Building a Serverless CQRS Data Pipeline from DynamoDB to OpenSearch with Python

Cloud Architecture

Word Count: 2.8k

Read Times: 17 Min

The project’s primary data store, a monolithic PostgreSQL instance, was buckling under concurrent write and complex read loads. The core of the problem was a classic one: the data shape optimal for transactional writes (normalized, consistent) was fundamentally at odds with the shape needed for fast, complex search queries (denormalized, aggregated). Every new feature requiring a slightly different search permutation added another JOIN or a LIKE query, slowly strangling the database. Writes were blocking reads, reads were consuming CPU, and the operational cost of scaling this single point of failure was becoming untenable.

The initial concept was to separate these concerns entirely, a direct application of the Command Query Responsibility Segregation (CQRS) pattern. This wasn’t a decision made lightly; it introduces complexity, particularly around data consistency. But the performance ceiling of the current architecture was too low.

Our technology selection process was guided by a mandate for a managed, serverless-first approach to minimize operational overhead.

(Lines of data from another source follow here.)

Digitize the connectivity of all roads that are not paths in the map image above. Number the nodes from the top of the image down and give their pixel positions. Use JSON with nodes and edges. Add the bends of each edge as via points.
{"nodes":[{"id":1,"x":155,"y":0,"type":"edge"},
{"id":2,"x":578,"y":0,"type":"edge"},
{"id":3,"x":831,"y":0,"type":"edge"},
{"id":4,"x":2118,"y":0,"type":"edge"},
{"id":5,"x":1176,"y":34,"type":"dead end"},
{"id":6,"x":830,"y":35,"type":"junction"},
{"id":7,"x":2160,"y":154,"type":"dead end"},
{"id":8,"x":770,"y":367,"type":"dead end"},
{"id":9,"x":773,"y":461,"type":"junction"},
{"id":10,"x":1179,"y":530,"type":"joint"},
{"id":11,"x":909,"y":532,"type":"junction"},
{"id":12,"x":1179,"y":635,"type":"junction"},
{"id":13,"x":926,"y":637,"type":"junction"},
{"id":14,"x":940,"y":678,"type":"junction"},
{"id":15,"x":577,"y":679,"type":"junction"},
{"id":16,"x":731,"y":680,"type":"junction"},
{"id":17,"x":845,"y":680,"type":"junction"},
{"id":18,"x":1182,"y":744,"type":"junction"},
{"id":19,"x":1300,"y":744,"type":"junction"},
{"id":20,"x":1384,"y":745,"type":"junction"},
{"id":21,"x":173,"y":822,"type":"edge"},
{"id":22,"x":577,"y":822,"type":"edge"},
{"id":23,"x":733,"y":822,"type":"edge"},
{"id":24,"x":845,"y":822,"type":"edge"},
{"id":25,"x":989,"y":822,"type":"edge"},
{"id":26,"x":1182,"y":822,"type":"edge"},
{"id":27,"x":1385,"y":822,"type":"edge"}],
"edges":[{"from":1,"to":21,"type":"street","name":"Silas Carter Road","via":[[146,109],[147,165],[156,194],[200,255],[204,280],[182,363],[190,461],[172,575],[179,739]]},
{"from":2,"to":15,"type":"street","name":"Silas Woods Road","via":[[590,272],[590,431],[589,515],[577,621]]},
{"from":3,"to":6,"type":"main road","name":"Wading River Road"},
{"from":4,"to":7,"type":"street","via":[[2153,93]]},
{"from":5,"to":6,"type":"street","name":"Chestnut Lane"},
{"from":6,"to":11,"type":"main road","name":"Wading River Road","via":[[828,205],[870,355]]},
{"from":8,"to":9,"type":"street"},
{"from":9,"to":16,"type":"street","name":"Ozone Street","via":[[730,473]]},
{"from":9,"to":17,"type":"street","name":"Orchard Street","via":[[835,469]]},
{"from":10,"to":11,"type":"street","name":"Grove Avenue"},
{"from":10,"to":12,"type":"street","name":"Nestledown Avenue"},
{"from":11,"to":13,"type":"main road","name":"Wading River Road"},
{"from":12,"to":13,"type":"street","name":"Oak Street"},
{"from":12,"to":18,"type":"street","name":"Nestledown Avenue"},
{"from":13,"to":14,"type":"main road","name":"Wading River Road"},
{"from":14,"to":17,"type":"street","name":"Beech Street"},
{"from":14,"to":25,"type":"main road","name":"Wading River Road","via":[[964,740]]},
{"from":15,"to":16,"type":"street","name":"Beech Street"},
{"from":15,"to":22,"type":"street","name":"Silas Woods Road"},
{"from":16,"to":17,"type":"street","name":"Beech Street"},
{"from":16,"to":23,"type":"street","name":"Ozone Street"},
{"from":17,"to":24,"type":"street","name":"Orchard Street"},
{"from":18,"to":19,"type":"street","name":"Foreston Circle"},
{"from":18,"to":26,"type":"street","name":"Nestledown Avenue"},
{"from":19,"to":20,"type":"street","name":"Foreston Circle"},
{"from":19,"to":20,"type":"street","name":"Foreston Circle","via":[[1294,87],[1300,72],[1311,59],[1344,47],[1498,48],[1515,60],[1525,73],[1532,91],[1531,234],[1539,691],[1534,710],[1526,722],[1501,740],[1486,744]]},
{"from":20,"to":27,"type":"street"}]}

Write Model (Commands): For the command side, we needed a database optimized for high-throughput, low-latency key-value writes. Amazon DynamoDB was the obvious choice. Its predictable performance at scale and simple API for PutItem, UpdateItem, and DeleteItem operations fit the “Command” model perfectly.
Query Model (Queries): For the query side, we needed full-text search, complex filtering, and aggregations. Amazon OpenSearch Service (the successor to Elasticsearch Service) provides this natively. It’s built for the kind of complex reads that were crippling our relational database.
Synchronization Logic: The critical piece is synchronizing data from the write model (DynamoDB) to the read model (OpenSearch). A polling mechanism was immediately discarded as inefficient and slow. The ideal solution was event-driven. DynamoDB Streams provides a time-ordered sequence of item-level changes, which can trigger an AWS Lambda function. Python was selected for the Lambda due to its mature ecosystem, excellent Boto3 AWS SDK, and the opensearch-py client library. This creates a robust, scalable, and cost-effective pipeline.
Frontend State Management: This distributed backend architecture presents a challenge to the frontend: eventual consistency. A user might create an item and not see it in search results for a few seconds. We needed a state management library that could gracefully handle this asynchronous reality. Jotai, with its atomic, bottom-up approach, was chosen. Its minimalist API allows for managing discrete pieces of state—like the status of a submitted command versus the state of the query results—without triggering large, unnecessary re-renders that are common with more monolithic state stores.
Testing: Given the nuanced user experience requirements, testing the frontend’s handling of this asynchronous flow was critical. Jest, combined with the React Testing Library, provides the necessary tools to mock API calls and assert that the application state transitions correctly through its “pending,” “success,” and “eventually consistent” phases.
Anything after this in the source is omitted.